MAROC
26/01/2018 06h:04 CET | Actualisé 26/01/2018 06h:42 CET

L'interrogatoire ahurissant de Jawad Bendaoud pendant son procès

Christian Hartmann / Reuters
Journalists work before the start of the trial of Jawad Bendaoud, the man accused of housing the suspected planner of the November 2015 attacks, and two other accused individuals at the courts in Paris, France, January 24, 2018. REUTERS/Christian Hartmann

JUSTICE - Après Mohamed Soumah, c'est son complice le "logeur" du 13-Novembre, Jawad Bendaoud, qui est apparu ce jeudi 25 janvier devant la 16e chambre du tribunal correctionnel de Paris pour être entendu.

Face à des victimes des attentats et une foule de journalistes, son interrogatoire a débuté en fin d'après-midi avec des questions sur sa jeunesse, son CV et les différents métiers qu'il a pu exercer avant ses allers-retours en prison.

Après avoir abordé sa consommation de drogues dures -et demandé à l'assistance "si quelqu'un prend de la cocaïne dans la salle"-, Jawad Bendaoud s'est défendu devant la présidente Isabelle Prévost-Desprez d'avoir été au courant des plans des personnes qu'il logeait.

"Je n'avais pas saisi que j'allais me retrouver dans une affaire de terroristes avec 130 morts et des centaines de blessés. À aucun moment je ne me suis dit que les gens que m'a ramenés Mohamed Soumah sont des terroristes", a-t-il assuré.

Ce dernier a reconnu avoir été "con" car il y avait des signes qui auraient dû lui mettre la puce à l'oreille, comme quand "Abaaoud lui a demandé de quel côté on faisait la prière". Pourquoi héberger des gens qu'il ne connaît pas? "Je fais ça depuis longtemps, c'est mon activité", a-t-il répondu en expliquant "recruter par bouche-à-oreille, bouche-à-bouche".

"On m'a vendu un bœuf bourguignon, j'ai fini avec un couscous. Personne ne m'a mis au courant. Sur la tête de mon fils, je ne savais pas que c'était des terroristes", a continué Jawad Bendaoud.
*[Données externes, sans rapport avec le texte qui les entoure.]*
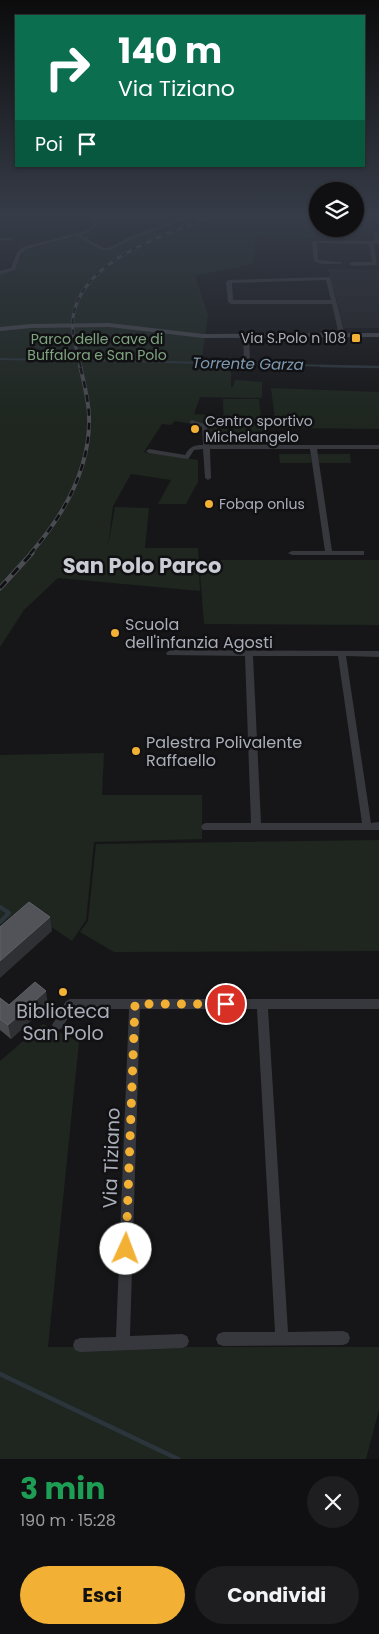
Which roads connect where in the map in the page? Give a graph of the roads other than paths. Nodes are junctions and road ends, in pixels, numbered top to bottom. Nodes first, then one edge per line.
1 (229, 285) edge
2 (330, 285) edge
3 (334, 302) junction
4 (0, 329) edge
5 (342, 335) junction
6 (379, 335) edge
7 (246, 336) junction
8 (247, 360) dead end
9 (192, 422) dead end
10 (206, 447) junction
11 (313, 447) junction
12 (379, 448) edge
13 (149, 451) dead end
14 (208, 478) dead end
15 (329, 552) junction
16 (361, 552) dead end
17 (292, 553) dead end
18 (170, 653) dead end
19 (249, 653) junction
20 (342, 654) junction
21 (379, 654) edge
22 (256, 826) junction
23 (367, 826) junction
24 (379, 826) edge
25 (206, 827) dead end
26 (135, 1004) junction
27 (262, 1004) junction
28 (379, 1004) edge
29 (58, 1025) dead end
30 (282, 1338) junction
31 (343, 1338) dead end
32 (223, 1339) dead end
33 (182, 1342) dead end
34 (123, 1344) junction
35 (80, 1345) dead end

1 - 3 street
2 - 3 street
3 - 5 street
4 - 7 main road
5 - 6 main road
5 - 7 main road
7 - 8 street
9 - 10 street
10 - 11 street
10 - 13 street
10 - 14 street
11 - 12 street
11 - 15 street
15 - 16 street
15 - 17 street
18 - 19 street
19 - 20 street
19 - 22 street
20 - 21 street
20 - 23 street
22 - 23 street
22 - 25 street
23 - 24 street
26 - 27 street
26 - 29 street
26 - 34 street, Via Tiziano
27 - 28 street
27 - 30 street
30 - 31 street
30 - 32 street
33 - 34 street
34 - 35 street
Le logeur a, semble-t-il, aussi longuement parlé à Isabelle Prévost-Desprez d'un sandwich à base de dinde et Boursin qu'il avait mangé ce soir-là. Avant d'avancer que si son ADN avait été retrouvé sur une ceinture d'explosif c'est car "dans l'appartement j'ai touché à tout. Le scotch il devait être dans l'appartement et j'ai dû le manipuler".